EXERCISE REQUIREMENTS
Please count the lines of the data that contain "Drive" and state only the total.

Content starts

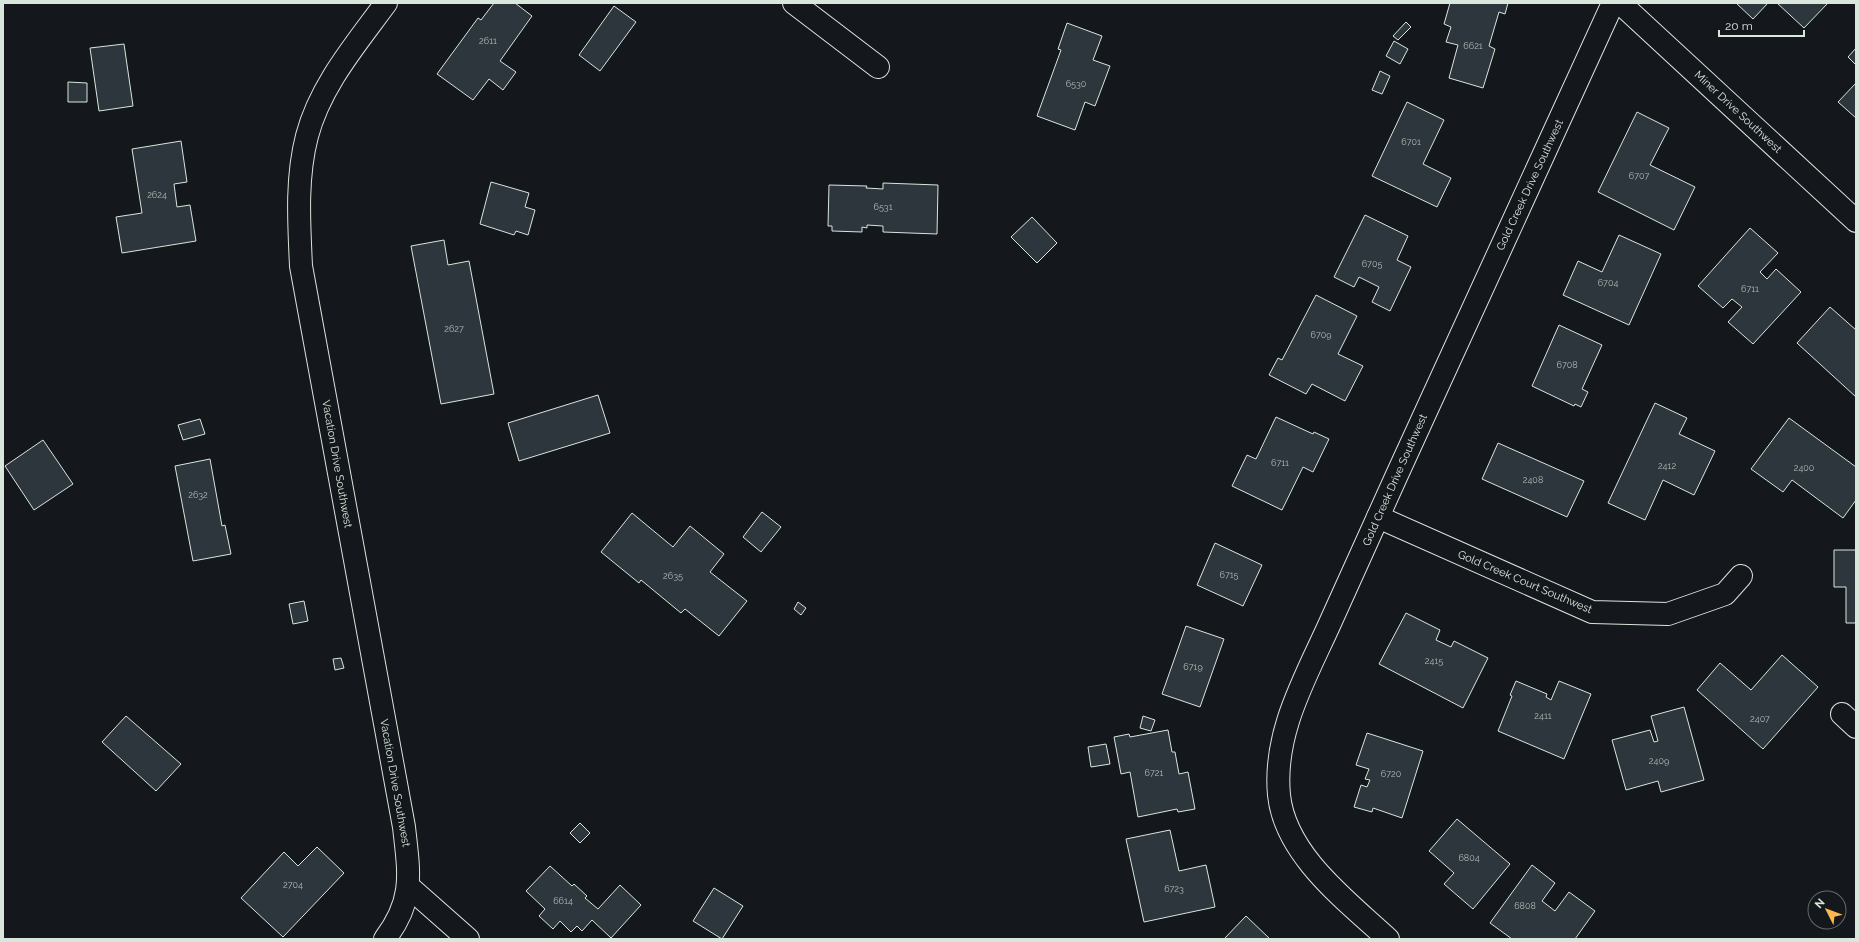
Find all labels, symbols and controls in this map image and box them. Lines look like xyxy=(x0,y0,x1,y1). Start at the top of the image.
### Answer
scale bar xyxy=(1719,12,1804,38)
text: 20 m xyxy=(1725,19,1753,33)
house number: 2611 xyxy=(479,36,497,46)
house number: 6621 xyxy=(1463,41,1483,51)
street label: Miner Drive Southwest xyxy=(1692,68,1784,156)
house number: 6530 xyxy=(1066,79,1087,89)
street label: Gold Creek Drive Southwest xyxy=(1494,117,1566,252)
house number: 6701 xyxy=(1401,137,1421,147)
house number: 6707 xyxy=(1629,171,1649,181)
house number: 2624 xyxy=(147,190,167,200)
house number: 6531 xyxy=(874,202,893,212)
house number: 6705 xyxy=(1362,259,1382,269)
house number: 6704 xyxy=(1598,278,1618,288)
house number: 6711 xyxy=(1741,284,1759,294)
house number: 2627 xyxy=(444,324,464,334)
house number: 6709 xyxy=(1311,330,1332,340)
house number: 6708 xyxy=(1556,360,1578,370)
street label: Vacation Drive Southwest xyxy=(319,399,355,529)
street label: Gold Creek Drive Southwest xyxy=(1360,412,1430,548)
house number: 6711 xyxy=(1271,458,1289,468)
house number: 2412 xyxy=(1658,461,1676,471)
house number: 2400 xyxy=(1794,463,1815,473)
house number: 2408 xyxy=(1523,475,1543,485)
house number: 2632 xyxy=(188,490,208,500)
street label: Gold Creek Court Southwest xyxy=(1456,548,1594,616)
house number: 6715 xyxy=(1220,570,1239,580)
house number: 2635 xyxy=(663,571,683,581)
house number: 2415 xyxy=(1425,656,1443,666)
house number: 6719 xyxy=(1183,662,1203,672)
house number: 2411 xyxy=(1534,711,1552,721)
house number: 2407 xyxy=(1750,714,1770,724)
street label: Vacation Drive Southwest xyxy=(377,718,413,848)
house number: 2409 xyxy=(1649,756,1669,766)
house number: 6721 xyxy=(1145,768,1164,778)
house number: 6720 xyxy=(1381,769,1402,779)
house number: 6804 xyxy=(1458,853,1480,863)
house number: 2704 xyxy=(283,880,303,890)
house number: 6723 xyxy=(1164,884,1184,894)
north arrow xyxy=(1807,890,1847,930)
house number: 6614 xyxy=(553,896,573,906)
text: N xyxy=(1812,896,1828,911)
house number: 6808 xyxy=(1514,901,1536,911)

Content ends

ANSWER FOR THE TASK
5